# [TASK TO CARRY OUT]
Nothing but a number should be given: how many lines of the records include "Independencia"?

(Stored items)
----

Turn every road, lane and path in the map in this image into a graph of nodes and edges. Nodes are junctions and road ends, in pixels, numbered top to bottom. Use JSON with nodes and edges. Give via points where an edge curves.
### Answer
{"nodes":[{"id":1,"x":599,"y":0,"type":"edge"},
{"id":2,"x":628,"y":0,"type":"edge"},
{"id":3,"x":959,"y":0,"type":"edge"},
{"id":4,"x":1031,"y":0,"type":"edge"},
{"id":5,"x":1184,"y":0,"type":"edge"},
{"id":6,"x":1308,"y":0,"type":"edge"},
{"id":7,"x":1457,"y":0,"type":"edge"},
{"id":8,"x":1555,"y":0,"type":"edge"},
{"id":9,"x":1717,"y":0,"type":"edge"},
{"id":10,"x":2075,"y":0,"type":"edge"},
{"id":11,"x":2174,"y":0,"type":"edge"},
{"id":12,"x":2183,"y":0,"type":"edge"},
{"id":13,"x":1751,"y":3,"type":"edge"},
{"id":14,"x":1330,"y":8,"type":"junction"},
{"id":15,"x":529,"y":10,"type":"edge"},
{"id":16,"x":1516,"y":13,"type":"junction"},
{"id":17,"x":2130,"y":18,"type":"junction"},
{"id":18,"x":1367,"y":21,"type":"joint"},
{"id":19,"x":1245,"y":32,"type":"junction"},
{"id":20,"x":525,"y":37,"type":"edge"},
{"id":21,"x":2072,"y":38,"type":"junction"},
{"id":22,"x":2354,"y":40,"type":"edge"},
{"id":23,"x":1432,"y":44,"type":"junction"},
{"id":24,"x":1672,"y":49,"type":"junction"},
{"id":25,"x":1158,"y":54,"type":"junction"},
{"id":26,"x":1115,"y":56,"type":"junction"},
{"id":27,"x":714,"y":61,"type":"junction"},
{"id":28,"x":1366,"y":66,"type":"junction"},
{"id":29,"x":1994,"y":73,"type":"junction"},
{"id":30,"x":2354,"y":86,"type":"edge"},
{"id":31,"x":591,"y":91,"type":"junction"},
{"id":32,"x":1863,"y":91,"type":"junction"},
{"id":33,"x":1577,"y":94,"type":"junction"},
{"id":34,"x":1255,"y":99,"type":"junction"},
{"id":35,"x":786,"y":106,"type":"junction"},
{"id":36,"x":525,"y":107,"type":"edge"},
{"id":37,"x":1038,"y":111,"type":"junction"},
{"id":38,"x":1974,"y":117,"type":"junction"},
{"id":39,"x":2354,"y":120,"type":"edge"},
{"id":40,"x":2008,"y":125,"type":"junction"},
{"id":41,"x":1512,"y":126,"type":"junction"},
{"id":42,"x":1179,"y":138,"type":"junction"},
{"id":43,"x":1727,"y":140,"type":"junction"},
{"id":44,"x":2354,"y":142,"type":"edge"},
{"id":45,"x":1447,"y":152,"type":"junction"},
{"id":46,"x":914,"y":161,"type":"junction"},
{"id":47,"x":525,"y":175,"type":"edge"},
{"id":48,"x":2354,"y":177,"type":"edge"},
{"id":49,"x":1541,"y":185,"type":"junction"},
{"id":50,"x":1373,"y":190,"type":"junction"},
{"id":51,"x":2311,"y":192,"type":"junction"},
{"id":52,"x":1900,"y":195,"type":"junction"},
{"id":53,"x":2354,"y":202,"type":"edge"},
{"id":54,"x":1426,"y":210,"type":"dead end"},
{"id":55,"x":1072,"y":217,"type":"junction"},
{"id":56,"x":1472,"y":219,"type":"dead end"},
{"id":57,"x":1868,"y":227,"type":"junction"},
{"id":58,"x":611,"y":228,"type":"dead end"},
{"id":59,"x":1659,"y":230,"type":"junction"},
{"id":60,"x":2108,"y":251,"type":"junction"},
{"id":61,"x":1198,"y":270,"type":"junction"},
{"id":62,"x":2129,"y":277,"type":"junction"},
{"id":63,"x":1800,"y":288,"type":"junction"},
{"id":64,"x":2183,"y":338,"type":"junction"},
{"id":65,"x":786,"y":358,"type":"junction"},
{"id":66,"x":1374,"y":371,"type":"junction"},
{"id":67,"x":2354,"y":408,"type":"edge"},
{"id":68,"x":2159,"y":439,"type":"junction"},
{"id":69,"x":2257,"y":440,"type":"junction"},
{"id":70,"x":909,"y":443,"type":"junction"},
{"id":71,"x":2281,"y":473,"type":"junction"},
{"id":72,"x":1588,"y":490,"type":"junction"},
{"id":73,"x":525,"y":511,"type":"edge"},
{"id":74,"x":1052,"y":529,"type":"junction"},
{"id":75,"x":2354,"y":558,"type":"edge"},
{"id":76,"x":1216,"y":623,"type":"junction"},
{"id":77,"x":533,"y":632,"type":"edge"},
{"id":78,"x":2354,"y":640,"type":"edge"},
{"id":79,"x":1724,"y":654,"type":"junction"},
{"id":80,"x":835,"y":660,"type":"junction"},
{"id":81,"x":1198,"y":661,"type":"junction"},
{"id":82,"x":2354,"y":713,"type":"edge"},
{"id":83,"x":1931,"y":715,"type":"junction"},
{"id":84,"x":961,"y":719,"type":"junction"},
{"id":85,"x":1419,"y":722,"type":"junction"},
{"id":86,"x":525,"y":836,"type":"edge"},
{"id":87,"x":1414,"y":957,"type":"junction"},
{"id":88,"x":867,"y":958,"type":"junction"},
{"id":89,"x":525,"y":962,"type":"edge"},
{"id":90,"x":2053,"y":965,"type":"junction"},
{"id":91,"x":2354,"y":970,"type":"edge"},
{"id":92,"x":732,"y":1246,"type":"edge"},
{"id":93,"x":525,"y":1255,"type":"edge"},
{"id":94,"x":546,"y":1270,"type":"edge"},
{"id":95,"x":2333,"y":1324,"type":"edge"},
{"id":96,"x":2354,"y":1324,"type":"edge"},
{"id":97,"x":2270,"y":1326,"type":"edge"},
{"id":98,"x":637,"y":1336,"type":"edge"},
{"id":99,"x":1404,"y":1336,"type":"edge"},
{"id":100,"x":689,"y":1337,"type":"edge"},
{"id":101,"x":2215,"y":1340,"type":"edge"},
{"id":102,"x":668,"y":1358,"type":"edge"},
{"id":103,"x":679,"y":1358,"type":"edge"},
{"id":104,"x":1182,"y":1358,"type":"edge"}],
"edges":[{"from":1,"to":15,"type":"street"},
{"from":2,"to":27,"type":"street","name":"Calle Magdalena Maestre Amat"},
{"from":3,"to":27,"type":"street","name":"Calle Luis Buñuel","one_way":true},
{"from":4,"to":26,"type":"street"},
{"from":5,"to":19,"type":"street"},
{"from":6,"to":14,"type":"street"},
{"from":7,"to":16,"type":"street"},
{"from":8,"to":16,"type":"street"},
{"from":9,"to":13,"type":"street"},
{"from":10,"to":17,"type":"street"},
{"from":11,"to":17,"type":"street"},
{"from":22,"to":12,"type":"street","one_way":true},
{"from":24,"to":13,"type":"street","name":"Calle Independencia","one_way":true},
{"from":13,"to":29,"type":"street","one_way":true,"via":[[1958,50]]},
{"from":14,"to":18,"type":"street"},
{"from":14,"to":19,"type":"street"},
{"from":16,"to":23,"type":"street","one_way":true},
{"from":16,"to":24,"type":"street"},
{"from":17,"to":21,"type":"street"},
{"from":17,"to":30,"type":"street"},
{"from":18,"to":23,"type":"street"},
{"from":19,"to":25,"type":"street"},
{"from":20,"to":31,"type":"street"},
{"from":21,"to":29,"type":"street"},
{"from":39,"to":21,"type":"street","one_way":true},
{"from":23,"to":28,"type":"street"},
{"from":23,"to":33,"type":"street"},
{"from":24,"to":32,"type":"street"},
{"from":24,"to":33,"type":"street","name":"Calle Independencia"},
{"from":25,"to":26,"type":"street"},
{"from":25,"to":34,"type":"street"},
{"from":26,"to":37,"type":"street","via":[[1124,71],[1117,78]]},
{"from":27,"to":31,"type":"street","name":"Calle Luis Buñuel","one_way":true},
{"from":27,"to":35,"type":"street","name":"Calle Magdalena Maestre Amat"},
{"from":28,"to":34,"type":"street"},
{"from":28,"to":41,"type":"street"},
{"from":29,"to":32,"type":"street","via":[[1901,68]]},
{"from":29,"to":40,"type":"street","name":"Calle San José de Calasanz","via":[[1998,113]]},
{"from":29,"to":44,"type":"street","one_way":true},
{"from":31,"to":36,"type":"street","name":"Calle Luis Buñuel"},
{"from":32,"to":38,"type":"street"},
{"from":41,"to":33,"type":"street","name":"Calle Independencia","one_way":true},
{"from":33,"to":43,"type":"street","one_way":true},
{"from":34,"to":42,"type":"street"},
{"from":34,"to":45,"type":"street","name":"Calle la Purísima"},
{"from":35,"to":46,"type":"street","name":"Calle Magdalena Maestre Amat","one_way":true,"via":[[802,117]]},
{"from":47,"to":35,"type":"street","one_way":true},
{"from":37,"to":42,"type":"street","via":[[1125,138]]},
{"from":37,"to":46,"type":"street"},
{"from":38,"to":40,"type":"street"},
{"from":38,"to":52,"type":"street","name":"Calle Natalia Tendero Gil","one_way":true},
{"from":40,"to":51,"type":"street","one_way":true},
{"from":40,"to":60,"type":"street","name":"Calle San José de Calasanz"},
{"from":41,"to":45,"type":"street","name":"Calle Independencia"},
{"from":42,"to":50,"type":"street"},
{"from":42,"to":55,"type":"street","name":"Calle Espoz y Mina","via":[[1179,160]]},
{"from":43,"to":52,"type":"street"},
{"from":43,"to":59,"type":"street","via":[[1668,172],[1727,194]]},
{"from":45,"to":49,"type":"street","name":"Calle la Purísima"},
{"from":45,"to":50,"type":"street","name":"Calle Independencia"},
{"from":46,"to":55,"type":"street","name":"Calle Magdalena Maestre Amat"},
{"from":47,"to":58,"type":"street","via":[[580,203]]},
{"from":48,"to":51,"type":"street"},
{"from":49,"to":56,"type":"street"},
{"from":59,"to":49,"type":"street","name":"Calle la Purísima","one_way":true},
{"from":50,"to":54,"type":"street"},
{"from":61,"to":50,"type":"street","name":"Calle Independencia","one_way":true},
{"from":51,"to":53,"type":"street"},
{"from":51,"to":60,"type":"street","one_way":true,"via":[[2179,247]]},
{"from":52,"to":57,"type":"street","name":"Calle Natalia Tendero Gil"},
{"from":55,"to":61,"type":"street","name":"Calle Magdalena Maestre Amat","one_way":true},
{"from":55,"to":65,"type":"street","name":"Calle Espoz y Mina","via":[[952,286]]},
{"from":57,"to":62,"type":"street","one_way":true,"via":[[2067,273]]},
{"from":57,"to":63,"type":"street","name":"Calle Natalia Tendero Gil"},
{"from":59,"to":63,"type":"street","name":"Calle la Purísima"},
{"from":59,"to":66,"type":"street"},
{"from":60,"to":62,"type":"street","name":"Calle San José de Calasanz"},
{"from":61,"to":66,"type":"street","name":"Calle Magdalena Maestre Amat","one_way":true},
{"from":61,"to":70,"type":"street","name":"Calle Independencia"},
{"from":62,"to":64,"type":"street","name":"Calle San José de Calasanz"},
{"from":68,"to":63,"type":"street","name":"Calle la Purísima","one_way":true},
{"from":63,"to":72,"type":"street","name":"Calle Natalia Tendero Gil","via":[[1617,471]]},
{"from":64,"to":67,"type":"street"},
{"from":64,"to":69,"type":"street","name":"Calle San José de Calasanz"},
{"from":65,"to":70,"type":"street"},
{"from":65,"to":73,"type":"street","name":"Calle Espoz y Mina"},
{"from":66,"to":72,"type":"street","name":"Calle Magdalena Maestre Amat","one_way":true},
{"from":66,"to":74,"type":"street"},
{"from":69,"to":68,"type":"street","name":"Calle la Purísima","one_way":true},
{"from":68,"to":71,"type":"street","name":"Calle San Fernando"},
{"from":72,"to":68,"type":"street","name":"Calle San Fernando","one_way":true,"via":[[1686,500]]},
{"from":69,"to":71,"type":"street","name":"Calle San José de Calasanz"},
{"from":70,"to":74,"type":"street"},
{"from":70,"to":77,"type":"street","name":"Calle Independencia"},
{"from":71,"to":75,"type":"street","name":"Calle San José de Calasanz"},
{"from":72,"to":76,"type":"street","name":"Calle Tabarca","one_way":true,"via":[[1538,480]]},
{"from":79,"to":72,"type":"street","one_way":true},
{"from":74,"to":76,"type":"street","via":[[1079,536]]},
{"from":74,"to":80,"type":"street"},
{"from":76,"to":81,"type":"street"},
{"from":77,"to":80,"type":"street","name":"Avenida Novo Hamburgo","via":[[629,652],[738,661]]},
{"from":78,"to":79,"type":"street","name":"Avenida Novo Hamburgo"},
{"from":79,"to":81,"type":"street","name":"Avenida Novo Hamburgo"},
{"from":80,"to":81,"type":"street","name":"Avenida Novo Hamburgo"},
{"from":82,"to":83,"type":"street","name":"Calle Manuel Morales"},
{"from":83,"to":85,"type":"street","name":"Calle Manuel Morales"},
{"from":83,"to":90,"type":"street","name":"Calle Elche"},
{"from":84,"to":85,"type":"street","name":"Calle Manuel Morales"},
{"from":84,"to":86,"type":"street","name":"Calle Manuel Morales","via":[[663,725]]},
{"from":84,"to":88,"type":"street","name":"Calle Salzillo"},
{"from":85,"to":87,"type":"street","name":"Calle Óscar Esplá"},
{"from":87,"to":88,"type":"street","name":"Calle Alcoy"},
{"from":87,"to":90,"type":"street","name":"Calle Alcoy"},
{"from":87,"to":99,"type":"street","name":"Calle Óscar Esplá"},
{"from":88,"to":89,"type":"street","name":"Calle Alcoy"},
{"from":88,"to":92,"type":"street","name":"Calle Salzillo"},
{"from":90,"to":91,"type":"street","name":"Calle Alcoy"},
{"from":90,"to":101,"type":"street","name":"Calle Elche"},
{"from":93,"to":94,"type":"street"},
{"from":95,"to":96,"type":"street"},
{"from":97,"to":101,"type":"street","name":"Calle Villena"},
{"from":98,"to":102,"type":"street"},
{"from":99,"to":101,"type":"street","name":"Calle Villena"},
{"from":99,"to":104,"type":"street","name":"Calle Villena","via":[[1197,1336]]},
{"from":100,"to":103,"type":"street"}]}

----

# [ANSWER AREA]
8